▶ _Problem statement_
Lift every line from the entries that includes the word "Turn".

▶ _Supplied data_
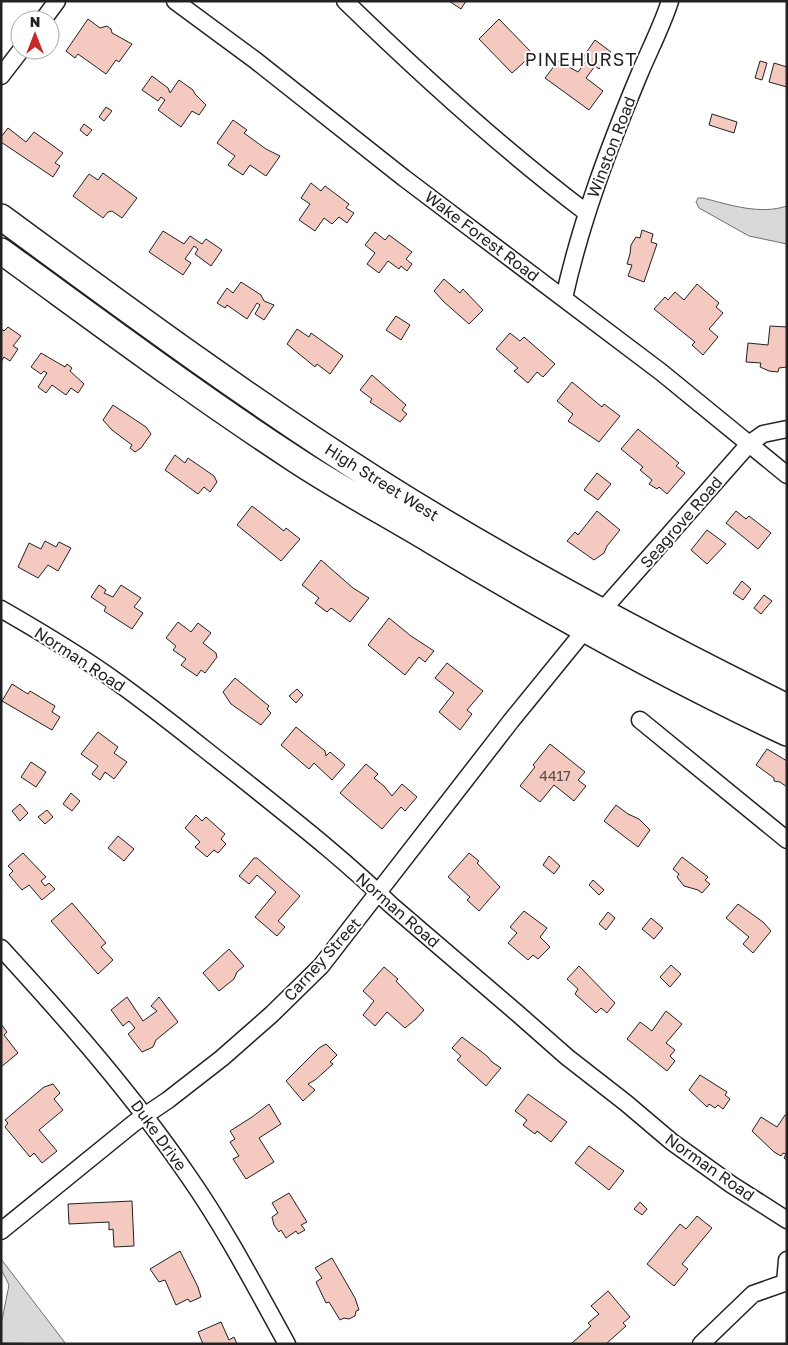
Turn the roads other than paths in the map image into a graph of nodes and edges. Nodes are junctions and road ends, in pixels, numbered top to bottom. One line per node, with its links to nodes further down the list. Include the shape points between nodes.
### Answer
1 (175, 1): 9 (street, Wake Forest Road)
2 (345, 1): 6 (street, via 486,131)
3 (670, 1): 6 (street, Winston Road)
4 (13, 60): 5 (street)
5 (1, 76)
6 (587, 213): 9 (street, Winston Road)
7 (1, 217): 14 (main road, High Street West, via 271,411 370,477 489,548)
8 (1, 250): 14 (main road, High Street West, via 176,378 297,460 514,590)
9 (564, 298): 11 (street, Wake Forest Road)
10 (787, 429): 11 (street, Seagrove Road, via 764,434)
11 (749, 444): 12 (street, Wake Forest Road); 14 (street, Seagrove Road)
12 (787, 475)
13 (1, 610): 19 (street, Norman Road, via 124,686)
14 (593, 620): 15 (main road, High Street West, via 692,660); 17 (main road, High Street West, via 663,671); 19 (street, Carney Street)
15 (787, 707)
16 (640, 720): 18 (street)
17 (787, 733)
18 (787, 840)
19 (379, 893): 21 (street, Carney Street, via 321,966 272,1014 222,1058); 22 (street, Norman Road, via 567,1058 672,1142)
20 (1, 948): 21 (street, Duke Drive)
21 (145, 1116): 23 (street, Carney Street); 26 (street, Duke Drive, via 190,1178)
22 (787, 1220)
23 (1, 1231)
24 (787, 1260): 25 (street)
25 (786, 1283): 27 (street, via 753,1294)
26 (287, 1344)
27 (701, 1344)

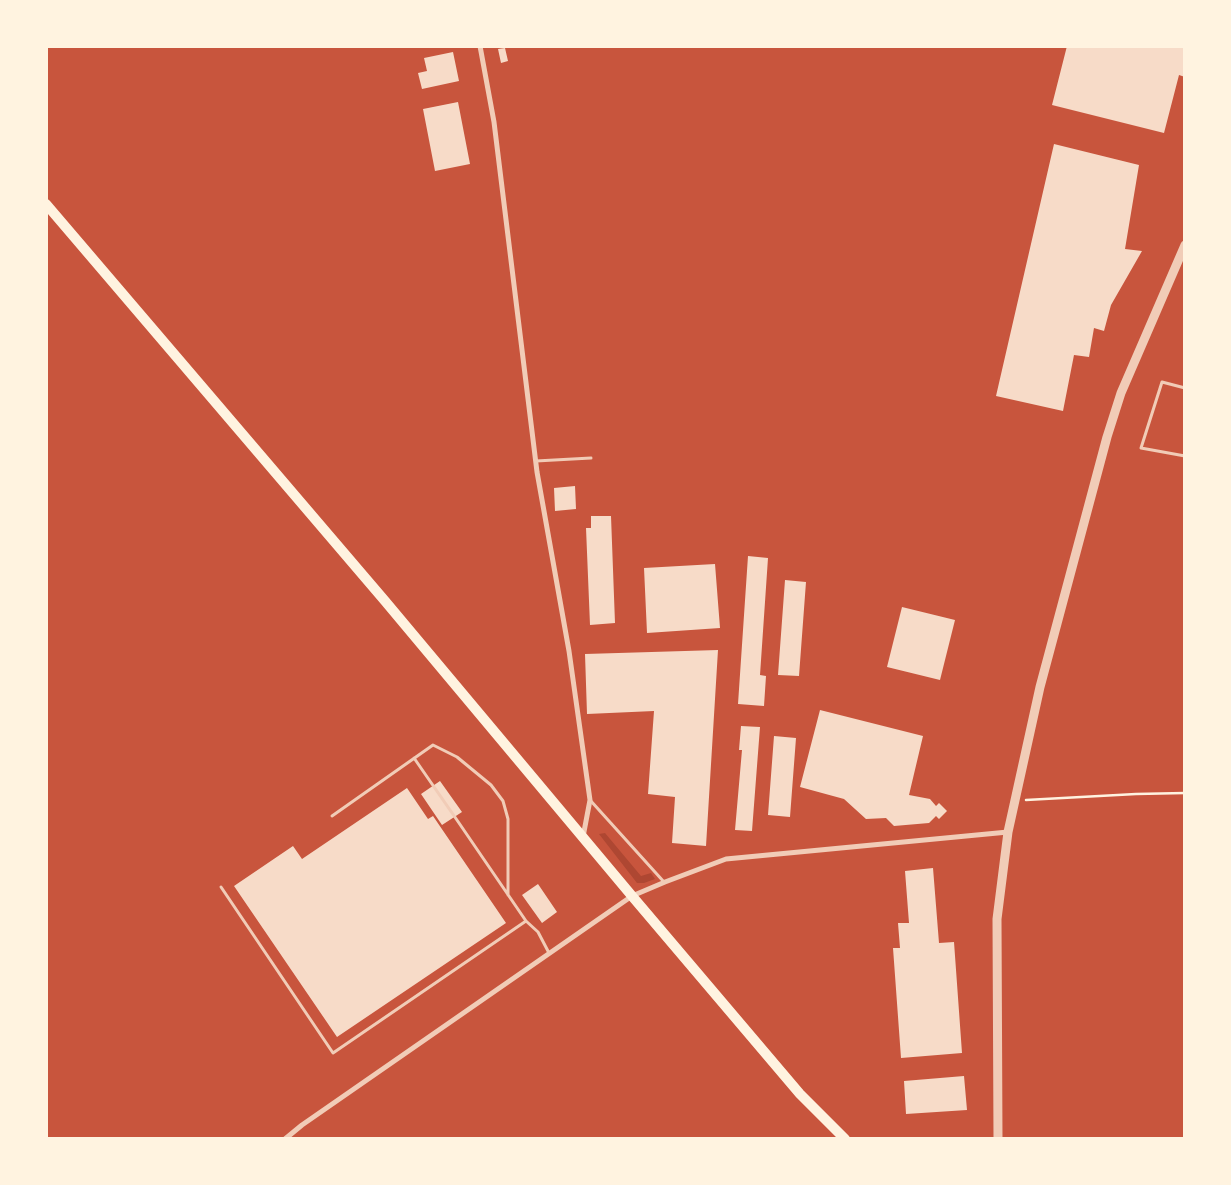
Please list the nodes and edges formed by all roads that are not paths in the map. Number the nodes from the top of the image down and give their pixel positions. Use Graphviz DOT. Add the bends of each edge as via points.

---

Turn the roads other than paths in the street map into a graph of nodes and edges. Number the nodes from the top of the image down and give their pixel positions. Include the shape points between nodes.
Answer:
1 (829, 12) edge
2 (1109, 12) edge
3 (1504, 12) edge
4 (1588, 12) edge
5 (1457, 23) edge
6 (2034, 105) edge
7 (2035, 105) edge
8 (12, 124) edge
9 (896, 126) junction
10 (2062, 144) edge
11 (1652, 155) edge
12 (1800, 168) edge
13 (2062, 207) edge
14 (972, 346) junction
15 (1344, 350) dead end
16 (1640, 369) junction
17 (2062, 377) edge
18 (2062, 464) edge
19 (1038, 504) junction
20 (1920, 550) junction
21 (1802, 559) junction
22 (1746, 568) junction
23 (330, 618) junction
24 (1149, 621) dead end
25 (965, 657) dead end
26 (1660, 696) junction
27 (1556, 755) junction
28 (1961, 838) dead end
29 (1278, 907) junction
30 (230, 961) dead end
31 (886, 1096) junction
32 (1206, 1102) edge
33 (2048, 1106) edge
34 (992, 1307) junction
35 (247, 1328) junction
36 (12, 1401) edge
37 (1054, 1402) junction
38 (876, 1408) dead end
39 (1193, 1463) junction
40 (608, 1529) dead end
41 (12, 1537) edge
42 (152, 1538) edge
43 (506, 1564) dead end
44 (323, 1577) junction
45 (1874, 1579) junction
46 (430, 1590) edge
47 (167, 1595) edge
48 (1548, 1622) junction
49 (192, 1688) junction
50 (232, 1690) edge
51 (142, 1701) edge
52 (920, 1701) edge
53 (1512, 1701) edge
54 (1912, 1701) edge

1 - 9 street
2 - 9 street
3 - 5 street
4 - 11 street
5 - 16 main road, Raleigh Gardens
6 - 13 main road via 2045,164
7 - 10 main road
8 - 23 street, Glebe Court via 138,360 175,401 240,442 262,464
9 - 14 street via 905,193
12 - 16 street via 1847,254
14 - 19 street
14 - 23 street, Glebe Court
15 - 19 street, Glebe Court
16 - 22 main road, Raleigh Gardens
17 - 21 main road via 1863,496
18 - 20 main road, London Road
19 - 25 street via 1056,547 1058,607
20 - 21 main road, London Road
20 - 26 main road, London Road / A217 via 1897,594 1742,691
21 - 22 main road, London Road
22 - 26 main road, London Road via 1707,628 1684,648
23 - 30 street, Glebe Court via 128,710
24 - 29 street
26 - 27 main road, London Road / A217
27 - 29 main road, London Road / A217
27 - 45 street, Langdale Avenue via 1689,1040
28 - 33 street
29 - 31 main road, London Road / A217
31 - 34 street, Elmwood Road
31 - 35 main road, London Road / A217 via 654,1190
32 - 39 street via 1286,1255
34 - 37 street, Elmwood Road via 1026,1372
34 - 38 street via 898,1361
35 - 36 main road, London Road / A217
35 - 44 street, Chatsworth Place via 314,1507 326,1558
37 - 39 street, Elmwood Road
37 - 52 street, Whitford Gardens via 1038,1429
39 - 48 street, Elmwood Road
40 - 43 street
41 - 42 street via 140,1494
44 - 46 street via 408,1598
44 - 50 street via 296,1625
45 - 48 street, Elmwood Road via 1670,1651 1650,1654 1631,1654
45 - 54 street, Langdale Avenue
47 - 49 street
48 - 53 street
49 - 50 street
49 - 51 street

▶ _Result_
Turn the roads other than paths in the map image into a graph of nodes and edges. Nodes are junctions and road ends, in pixels, numbered top to bottom. One line per node, with its links to nodes further down the list. Include the shape points between nodes.
Turn the roads other than paths in the street map into a graph of nodes and edges. Number the nodes from the top of the image down and give their pixel positions. Include the shape points between nodes.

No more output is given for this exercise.